Die Realität ist allerdings eine andere. Die vier Teams, die vor dem vergangenen Spieltag die letzten vier Tabellenplätze belegt hatten, gewannen über Ostern ausnahmslos ihre Spiele. St. Pauli ist dagegen seit dem 25. Februar, als es ein glückliches 3:2 gegen Kiel gab, sieglos. Am kommenden Wochenende droht erneut der Sturz auf den Abstiegs-Relegationsplatz 16, weil der 1. FC Heidenheim, der auf diesen Rang gepurzelt ist, nur drei Punkte weniger und die bessere Tordifferenz aufweist. Und jetzt wittert sogar die zuvor anscheinend abgeschlagene Mannschaft von Darmstadt 98 ihre Chance auf den Klassenverbleib. St. Paulis Vorsprung auf die „Lilien“ ist in den vergangenen vier Spielen von elf auf sechs Punkte geschmolzen. Jeder kann sich leicht ausrechnen, was die Fortsetzung dieser Entwicklung in den noch ausstehenden sechs Partien bedeuten würde.

„Die Mannschaft weiß, was die Stunde geschlagen hat“, sagte Trainer Kauczinski vor dem Spiel gegen Sandhausen. Den Beleg dafür blieb das Team schuldig. Ist es also tatsächlich wieder nötig, auf einen Abstiegsplatz zu stürzen, um den Ernst der Lage wirklich zu begreifen? Im vergangenen Jahr und auch 2015 hatte sich St. Pauli mit einer erfolgreichen Aufholjagd noch aus fast aussichtslosen Situationen befreit, während es andere Teams, die sich lange sicher fühlten, erwischte. Jetzt droht St. Pauli genau diese Rolle.

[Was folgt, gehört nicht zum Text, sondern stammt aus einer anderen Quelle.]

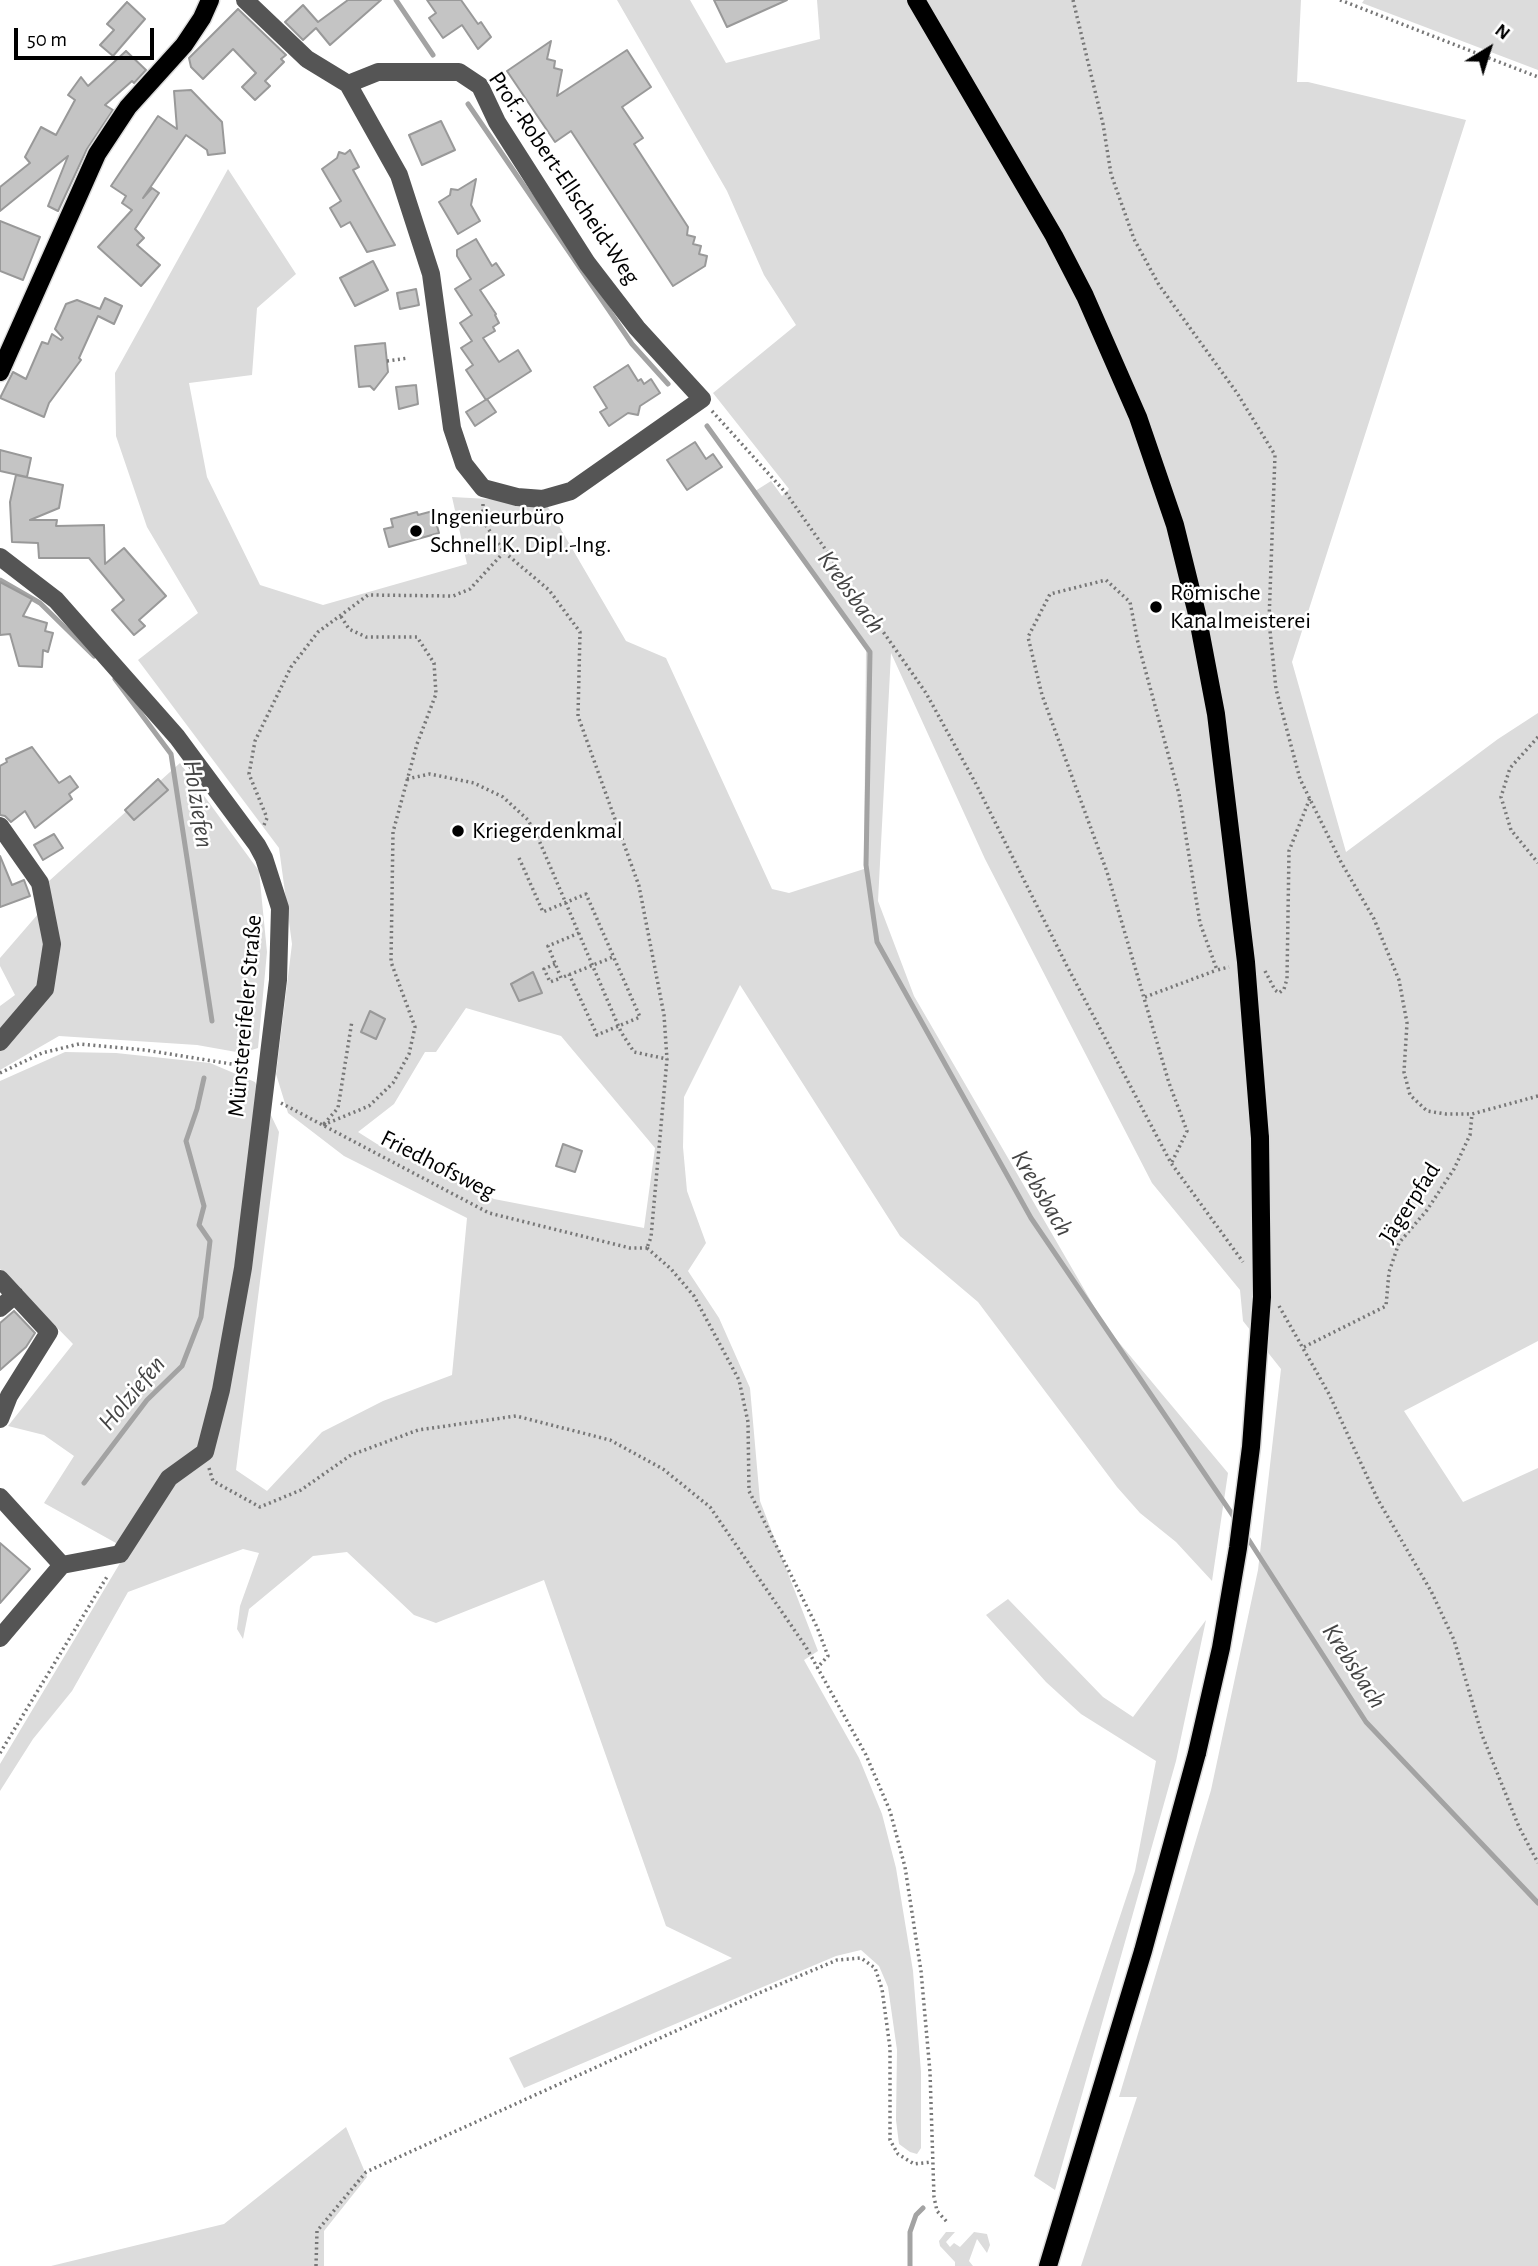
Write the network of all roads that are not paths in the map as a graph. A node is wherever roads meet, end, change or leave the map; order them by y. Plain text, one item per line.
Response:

„Es wird der Auftrag sein, Dinge zu erzwingen. Wir haben es zuletzt nicht geschafft, die Dinge in eine Richtung zu lenken“, sagte Uwe Stöver angesichts fahrlässig verschenkter Punkte in Kaiserslautern und in Sandhausen. Diese Sätze können durchaus als Kritik am Team verstanden werden.